Many organisations face the issue of distilling the vast amounts of data that monitoring tools generate. Data becomes meaningless when organisations cannot understand and leverage it. Organisations must be able to interpret and contextualise the data to support their business outcomes and also be able to proactively flag any anomalies.
The solution lies in full-stack observability, which allows organisations to have a detailed view of the health and behaviour of applications, storage, services, networks and more; essentially, a view from your customers’ standpoint.

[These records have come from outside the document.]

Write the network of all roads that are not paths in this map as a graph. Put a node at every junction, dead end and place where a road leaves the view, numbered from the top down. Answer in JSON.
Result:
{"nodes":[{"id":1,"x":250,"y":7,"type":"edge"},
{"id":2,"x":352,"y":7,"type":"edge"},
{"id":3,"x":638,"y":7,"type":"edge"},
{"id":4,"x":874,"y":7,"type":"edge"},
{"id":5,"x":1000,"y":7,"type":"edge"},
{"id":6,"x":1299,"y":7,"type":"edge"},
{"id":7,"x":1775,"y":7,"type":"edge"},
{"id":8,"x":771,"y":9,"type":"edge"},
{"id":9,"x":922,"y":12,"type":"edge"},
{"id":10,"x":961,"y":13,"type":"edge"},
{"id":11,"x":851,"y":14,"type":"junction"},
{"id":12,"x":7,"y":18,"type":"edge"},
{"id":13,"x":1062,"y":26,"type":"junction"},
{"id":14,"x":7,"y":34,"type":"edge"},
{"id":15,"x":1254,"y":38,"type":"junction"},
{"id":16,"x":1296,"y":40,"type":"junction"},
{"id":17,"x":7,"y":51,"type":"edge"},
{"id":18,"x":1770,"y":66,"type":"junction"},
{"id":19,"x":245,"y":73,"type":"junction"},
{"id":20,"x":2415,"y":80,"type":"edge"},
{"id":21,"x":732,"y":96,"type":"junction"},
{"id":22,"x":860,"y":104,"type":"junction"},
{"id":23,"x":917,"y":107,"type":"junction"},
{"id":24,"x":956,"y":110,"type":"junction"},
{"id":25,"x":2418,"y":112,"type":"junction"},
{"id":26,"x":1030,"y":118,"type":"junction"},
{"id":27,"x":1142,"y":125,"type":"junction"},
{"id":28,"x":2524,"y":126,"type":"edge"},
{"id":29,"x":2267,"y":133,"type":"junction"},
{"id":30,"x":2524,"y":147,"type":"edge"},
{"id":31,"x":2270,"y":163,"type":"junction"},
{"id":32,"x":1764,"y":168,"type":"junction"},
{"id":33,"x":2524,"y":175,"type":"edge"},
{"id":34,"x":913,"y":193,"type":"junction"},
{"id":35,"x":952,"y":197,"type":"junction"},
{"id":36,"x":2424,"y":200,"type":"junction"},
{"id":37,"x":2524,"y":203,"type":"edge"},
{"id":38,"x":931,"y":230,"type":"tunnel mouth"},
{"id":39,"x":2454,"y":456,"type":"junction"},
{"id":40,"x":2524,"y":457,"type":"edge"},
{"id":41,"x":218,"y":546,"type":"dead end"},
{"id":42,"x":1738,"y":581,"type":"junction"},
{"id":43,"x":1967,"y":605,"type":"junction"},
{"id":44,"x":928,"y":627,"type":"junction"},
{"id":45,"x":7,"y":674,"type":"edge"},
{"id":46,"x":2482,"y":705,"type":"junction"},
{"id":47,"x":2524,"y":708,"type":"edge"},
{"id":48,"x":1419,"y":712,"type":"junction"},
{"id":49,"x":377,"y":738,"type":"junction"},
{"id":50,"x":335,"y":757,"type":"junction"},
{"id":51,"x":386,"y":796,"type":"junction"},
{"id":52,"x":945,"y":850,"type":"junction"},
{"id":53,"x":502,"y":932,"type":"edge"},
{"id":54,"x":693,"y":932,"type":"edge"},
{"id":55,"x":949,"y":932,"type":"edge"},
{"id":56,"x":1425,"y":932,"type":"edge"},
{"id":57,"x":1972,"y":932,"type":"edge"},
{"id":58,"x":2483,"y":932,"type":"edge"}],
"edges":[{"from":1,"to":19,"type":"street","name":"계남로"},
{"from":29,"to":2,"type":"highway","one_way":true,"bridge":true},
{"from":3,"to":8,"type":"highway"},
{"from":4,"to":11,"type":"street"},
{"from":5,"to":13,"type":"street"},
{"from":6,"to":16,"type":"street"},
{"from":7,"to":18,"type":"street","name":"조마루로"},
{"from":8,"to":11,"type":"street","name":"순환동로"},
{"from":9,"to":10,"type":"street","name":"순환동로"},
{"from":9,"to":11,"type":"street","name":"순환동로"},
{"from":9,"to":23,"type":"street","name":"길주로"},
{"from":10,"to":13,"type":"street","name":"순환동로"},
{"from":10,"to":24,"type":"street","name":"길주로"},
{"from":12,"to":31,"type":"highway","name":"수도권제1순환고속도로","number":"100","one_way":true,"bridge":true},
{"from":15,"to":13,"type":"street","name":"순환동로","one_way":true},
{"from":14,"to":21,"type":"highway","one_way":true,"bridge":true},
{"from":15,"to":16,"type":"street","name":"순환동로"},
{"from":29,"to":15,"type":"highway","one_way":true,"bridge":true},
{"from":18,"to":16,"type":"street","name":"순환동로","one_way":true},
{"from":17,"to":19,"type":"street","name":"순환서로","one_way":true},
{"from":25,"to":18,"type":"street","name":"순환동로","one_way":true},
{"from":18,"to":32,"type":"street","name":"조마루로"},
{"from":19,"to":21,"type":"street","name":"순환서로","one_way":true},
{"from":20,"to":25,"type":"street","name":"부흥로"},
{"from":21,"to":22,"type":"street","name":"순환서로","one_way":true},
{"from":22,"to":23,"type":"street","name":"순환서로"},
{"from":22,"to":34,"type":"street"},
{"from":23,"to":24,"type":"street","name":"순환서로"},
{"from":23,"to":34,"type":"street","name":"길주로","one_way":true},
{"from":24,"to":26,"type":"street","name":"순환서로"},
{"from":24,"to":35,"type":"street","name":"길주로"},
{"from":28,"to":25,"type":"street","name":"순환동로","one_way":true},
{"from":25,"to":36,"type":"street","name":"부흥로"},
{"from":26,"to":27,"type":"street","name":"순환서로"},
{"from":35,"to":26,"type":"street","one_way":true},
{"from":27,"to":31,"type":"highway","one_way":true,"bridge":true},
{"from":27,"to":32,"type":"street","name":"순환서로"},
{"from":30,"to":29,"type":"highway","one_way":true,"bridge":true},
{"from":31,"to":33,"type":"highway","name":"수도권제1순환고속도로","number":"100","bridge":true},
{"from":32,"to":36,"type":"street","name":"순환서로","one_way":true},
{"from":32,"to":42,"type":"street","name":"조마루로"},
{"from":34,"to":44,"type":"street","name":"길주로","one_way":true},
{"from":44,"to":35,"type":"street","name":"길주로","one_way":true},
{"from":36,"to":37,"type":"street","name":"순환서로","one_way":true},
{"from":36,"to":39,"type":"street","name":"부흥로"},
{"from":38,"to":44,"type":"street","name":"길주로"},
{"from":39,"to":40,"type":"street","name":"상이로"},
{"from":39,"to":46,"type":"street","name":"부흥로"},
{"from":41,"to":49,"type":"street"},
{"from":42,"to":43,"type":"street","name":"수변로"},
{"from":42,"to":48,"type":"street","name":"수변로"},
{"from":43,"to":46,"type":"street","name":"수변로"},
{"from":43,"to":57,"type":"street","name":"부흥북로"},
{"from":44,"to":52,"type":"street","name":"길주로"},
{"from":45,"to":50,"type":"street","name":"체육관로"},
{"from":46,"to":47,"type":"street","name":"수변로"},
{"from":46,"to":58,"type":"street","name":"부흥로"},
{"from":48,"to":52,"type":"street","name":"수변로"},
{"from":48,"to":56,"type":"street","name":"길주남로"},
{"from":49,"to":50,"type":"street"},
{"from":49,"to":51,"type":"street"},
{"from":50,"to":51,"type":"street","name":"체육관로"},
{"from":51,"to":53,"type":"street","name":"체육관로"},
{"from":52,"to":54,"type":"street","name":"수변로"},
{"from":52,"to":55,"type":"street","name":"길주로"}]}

Addressing business pain points
There is plenty of innovation happening in the fast-evolving multicloud landscape. A clear, data-driven observability strategy can lead your organisation from a hazy picture to a full, clear view of your applications and multicloud environments. This is important because the ability to monitor your entire IT stack is essential to identifying and remediating performance issues before they affect your business. By simplifying, securing and optimising complex multicloud environments, organisations can effectively reduce their risk and costs.
NTT and Cisco’s new 360 Observability platform, powered by Cisco’s full-stack observability suite of tools, provides full-stack observability for insights into business-critical applications, networks and the performance of your infrastructure. By combining Cisco AppDynamics and Thousand Eyes technologies with NTT’s managed services, business leaders can effectively operate business-critical applications that generate revenue or have other major business impacts but do not have the in-house capacity or knowledge to attend to them themselves.
As technologies continue to advance, many businesses are observing a lack of harmonisation between tools, applications and networks. Having the ability to proactively monitor and optimise applications has never been more important to delivering seamless digital experiences and driving innovation.